> _Provided data_:
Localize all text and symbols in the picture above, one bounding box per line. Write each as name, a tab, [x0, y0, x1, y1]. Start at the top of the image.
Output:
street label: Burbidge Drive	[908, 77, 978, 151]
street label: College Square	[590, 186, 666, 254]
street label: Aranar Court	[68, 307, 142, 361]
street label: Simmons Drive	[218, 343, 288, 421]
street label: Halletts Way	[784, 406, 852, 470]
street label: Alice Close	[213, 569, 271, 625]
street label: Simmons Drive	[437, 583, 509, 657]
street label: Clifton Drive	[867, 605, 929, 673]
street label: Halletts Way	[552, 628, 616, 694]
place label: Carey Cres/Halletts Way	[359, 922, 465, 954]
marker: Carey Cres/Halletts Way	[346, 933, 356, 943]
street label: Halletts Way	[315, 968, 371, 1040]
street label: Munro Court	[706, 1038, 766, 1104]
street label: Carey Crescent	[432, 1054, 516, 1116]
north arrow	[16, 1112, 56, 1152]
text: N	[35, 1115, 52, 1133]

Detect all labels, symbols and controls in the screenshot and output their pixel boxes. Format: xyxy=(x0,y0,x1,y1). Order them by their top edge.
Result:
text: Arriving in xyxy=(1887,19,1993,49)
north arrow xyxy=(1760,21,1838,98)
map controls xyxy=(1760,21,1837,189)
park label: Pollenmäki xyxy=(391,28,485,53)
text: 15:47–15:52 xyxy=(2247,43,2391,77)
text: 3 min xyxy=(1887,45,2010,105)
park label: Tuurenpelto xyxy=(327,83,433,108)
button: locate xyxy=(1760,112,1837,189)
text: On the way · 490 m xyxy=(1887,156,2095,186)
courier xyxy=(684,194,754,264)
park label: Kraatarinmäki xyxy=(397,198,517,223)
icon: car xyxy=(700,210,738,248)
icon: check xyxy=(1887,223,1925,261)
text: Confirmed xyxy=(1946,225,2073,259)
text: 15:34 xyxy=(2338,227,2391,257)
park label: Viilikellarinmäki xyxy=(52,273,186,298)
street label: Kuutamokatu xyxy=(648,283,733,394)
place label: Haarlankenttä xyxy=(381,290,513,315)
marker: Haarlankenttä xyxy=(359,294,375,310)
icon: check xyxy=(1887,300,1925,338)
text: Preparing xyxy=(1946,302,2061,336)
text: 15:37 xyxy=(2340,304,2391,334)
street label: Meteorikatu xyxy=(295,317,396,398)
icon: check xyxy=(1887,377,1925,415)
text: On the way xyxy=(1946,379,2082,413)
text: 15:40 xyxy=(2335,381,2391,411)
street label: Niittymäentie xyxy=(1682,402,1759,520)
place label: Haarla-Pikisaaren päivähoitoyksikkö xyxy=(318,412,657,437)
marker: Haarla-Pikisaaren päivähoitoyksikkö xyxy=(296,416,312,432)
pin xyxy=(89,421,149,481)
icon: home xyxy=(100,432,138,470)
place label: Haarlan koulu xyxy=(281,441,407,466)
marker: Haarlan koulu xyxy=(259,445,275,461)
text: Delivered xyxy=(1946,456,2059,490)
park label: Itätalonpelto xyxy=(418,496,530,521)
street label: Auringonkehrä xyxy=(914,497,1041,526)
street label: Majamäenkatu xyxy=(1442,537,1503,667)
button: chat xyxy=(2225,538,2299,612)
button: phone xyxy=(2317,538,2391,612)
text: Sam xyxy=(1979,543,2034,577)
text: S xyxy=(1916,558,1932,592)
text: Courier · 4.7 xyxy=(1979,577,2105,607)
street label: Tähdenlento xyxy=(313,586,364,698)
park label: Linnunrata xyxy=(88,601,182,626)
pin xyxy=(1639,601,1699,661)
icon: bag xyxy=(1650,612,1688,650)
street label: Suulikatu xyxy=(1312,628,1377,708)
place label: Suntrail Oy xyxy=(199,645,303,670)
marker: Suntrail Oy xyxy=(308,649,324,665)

> _Directions for this task_:
Where a line of the entries above holds the word "Pikisaaren", return that line.

> _Exercise solution_:
place label: Haarla-Pikisaaren päivähoitoyksikkö xyxy=(318,412,657,437)
marker: Haarla-Pikisaaren päivähoitoyksikkö xyxy=(296,416,312,432)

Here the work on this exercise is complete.